**Provided information**
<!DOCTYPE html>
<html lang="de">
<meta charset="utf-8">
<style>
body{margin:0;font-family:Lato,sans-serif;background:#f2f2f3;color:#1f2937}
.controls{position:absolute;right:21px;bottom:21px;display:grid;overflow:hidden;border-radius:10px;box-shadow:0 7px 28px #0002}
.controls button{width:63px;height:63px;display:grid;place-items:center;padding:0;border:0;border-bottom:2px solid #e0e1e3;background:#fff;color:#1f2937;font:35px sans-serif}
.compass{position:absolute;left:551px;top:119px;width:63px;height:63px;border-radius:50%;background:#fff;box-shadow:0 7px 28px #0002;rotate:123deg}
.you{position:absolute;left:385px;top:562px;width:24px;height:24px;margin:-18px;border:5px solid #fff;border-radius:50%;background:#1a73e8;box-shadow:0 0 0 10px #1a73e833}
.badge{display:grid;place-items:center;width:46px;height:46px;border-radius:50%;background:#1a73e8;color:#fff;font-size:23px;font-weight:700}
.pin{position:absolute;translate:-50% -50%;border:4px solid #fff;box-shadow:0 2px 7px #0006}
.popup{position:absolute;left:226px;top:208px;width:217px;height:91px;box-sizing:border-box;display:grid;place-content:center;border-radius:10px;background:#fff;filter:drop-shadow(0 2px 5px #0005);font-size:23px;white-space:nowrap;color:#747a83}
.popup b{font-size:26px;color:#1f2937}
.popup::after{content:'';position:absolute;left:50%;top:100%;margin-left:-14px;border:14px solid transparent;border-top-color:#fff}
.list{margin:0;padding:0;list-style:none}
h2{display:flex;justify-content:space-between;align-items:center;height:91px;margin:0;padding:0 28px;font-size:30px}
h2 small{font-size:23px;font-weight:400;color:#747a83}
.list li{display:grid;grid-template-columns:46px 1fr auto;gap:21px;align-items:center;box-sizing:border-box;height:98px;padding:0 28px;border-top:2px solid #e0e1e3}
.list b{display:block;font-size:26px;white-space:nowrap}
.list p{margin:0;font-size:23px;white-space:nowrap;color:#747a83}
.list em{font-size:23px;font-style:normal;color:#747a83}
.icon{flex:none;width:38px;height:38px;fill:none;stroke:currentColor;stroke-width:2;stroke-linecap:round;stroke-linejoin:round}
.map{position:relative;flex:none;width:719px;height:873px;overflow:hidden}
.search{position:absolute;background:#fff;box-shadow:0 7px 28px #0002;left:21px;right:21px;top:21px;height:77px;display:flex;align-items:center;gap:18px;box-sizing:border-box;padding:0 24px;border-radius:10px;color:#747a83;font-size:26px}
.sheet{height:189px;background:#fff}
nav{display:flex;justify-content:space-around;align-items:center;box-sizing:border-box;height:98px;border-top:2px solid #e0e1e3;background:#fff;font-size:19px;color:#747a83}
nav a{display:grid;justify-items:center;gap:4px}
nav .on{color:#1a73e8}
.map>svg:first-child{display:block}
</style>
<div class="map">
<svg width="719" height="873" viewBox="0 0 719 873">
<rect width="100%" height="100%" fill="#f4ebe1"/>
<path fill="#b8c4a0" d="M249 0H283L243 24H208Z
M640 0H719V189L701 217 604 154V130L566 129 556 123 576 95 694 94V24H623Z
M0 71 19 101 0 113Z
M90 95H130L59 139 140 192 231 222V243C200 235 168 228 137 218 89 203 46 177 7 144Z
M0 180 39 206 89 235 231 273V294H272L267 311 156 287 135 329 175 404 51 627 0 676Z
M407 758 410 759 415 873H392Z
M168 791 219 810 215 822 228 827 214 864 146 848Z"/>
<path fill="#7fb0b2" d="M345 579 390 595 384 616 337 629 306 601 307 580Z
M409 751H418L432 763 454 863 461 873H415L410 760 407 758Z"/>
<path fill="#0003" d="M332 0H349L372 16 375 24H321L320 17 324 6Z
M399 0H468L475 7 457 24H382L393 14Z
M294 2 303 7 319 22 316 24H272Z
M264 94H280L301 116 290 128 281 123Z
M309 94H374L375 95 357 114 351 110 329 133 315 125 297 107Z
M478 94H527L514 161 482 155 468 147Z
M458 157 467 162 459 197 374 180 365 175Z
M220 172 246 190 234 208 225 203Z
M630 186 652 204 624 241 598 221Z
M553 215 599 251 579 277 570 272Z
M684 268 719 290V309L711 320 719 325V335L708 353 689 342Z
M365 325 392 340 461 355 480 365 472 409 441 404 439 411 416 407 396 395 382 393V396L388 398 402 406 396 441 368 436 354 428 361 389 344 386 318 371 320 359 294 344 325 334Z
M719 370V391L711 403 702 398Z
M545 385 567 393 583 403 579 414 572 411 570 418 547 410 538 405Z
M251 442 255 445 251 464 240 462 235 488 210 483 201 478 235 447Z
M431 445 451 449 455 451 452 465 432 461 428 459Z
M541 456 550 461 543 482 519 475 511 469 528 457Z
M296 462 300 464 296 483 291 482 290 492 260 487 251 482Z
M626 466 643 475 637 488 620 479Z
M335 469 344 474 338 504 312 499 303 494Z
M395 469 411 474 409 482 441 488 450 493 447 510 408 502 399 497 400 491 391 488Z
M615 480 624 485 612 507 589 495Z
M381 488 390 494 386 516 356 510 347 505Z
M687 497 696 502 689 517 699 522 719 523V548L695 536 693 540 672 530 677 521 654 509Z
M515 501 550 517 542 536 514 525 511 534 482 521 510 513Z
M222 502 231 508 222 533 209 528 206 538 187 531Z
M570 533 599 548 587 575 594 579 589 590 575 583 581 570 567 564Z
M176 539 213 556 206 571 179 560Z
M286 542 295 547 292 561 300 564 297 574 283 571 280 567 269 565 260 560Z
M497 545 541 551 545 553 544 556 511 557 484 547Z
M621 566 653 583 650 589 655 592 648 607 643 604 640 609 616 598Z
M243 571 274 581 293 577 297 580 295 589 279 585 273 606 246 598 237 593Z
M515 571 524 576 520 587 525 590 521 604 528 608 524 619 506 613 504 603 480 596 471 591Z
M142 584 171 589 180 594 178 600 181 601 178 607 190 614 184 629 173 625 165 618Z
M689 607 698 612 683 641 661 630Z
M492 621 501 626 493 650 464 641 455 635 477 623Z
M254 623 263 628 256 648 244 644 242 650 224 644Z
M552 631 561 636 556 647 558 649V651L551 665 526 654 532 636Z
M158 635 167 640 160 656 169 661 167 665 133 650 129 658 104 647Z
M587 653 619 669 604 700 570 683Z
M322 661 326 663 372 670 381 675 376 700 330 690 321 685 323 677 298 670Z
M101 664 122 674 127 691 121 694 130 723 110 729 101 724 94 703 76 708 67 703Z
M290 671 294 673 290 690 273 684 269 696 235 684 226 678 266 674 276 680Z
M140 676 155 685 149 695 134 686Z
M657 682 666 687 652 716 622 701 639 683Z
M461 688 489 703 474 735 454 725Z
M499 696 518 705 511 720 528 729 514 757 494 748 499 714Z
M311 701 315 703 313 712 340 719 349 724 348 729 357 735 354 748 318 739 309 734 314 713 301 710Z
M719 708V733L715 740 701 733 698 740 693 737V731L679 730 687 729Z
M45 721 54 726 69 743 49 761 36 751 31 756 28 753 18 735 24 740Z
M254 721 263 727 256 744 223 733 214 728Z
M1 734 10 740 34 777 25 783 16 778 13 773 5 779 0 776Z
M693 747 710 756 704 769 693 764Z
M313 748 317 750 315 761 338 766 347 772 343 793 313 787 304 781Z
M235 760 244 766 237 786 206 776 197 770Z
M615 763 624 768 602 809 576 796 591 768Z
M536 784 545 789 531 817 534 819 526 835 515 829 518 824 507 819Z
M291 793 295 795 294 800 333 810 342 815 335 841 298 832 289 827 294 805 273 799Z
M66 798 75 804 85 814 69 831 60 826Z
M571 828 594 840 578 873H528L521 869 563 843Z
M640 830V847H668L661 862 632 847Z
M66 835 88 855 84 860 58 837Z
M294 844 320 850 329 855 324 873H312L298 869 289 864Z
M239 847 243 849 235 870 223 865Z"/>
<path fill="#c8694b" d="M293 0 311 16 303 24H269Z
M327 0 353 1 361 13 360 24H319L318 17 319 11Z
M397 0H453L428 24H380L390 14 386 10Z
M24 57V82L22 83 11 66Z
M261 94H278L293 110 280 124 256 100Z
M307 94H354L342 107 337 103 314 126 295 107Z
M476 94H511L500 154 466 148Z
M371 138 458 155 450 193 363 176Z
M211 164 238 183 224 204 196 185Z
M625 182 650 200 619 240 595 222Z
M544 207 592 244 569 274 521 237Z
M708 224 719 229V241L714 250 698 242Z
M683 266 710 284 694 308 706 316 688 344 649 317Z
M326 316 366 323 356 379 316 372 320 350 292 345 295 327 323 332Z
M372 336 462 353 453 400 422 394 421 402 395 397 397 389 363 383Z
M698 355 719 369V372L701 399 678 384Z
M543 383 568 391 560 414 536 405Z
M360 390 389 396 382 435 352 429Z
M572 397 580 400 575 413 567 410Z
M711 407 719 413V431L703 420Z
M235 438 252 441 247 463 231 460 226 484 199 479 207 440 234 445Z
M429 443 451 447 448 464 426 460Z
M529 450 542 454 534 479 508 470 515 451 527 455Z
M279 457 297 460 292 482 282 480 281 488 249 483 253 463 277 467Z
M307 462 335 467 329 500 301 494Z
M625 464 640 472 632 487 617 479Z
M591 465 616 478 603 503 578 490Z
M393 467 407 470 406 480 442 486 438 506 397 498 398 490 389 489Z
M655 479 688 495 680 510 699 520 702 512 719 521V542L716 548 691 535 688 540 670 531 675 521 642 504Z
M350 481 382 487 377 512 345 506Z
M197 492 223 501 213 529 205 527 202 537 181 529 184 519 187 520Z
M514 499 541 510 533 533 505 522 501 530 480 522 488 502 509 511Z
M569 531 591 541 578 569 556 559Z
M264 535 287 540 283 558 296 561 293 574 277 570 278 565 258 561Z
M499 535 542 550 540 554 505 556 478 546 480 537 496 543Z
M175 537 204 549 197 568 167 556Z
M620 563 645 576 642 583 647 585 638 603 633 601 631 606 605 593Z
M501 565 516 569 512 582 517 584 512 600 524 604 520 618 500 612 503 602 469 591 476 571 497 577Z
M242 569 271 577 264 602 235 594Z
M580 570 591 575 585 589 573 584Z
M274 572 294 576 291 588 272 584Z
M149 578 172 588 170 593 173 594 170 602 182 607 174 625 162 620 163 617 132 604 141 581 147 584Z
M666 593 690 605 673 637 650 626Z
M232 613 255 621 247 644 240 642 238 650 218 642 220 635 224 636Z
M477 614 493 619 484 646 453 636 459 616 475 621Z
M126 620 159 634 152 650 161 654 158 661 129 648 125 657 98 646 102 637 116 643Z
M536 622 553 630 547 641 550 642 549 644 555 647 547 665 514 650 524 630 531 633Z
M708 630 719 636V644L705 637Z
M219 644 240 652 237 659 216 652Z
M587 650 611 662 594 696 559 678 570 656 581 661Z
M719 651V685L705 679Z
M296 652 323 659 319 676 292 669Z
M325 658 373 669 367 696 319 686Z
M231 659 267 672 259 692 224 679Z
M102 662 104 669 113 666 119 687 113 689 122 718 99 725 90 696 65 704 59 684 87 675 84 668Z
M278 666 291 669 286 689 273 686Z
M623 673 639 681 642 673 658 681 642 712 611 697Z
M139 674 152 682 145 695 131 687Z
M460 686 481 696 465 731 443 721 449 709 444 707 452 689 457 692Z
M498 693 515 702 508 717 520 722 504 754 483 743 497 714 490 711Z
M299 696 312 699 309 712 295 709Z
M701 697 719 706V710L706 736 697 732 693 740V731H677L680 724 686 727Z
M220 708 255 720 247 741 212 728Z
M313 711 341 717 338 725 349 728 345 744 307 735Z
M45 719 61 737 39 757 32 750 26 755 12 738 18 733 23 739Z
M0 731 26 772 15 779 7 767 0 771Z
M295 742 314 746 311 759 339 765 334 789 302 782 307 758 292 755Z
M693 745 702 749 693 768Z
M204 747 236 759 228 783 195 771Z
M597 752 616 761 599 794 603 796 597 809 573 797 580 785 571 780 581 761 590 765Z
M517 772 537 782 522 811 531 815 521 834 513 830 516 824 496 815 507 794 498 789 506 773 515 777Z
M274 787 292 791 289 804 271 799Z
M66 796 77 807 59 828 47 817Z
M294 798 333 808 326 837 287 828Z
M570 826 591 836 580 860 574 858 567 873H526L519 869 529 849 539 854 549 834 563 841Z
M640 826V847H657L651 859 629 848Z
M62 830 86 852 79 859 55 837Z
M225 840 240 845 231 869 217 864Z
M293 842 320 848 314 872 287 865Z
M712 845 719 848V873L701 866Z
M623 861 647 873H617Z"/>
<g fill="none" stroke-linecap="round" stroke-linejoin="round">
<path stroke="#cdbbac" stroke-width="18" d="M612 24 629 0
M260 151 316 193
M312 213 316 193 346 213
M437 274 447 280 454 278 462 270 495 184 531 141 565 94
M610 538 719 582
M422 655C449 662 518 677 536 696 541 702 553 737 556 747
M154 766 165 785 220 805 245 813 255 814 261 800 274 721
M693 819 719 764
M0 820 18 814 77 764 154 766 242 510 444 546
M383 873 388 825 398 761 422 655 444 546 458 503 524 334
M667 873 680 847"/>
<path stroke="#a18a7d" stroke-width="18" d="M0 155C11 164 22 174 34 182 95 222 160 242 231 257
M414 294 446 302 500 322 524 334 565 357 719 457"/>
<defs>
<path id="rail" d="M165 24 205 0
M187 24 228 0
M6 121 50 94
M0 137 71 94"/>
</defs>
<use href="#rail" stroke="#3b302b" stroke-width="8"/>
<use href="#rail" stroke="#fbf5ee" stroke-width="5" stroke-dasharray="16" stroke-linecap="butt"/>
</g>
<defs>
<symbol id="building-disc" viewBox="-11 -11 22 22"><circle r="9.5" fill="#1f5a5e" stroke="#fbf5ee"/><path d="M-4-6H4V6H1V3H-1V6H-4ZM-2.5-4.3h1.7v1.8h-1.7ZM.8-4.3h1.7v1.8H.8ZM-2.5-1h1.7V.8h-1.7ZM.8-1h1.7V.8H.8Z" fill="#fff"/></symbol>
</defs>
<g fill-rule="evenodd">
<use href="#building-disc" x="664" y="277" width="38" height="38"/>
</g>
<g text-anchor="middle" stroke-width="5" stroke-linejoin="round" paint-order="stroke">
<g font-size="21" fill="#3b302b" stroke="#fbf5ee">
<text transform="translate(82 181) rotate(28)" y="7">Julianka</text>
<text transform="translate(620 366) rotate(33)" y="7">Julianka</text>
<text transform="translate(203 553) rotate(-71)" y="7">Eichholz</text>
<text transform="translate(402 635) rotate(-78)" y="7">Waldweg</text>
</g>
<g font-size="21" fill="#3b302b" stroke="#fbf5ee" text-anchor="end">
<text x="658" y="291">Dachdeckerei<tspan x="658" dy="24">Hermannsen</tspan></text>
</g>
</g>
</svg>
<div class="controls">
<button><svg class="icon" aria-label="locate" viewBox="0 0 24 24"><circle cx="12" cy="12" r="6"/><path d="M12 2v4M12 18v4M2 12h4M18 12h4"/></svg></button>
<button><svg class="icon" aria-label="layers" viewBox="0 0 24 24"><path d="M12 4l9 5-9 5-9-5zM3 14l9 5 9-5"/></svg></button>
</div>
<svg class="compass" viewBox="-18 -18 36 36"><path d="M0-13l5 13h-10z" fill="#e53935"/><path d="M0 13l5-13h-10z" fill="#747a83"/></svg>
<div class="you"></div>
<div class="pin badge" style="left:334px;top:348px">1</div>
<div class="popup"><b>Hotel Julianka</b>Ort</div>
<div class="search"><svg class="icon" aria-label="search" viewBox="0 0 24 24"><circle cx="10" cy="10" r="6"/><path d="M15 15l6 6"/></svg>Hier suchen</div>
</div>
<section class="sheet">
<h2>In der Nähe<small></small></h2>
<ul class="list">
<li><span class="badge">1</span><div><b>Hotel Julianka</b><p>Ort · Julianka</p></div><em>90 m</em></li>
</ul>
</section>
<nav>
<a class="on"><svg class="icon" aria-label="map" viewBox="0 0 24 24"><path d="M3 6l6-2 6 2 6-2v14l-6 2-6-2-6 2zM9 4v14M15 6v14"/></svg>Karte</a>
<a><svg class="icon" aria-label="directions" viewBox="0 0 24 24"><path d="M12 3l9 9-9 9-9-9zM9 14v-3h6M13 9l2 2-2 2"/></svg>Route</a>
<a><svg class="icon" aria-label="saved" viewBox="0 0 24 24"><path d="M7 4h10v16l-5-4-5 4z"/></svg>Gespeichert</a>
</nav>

**Your objective**
Check each line of the material for the string "nowrap" and state how many lines contain it, with only the number as the answer.

**Result below**
3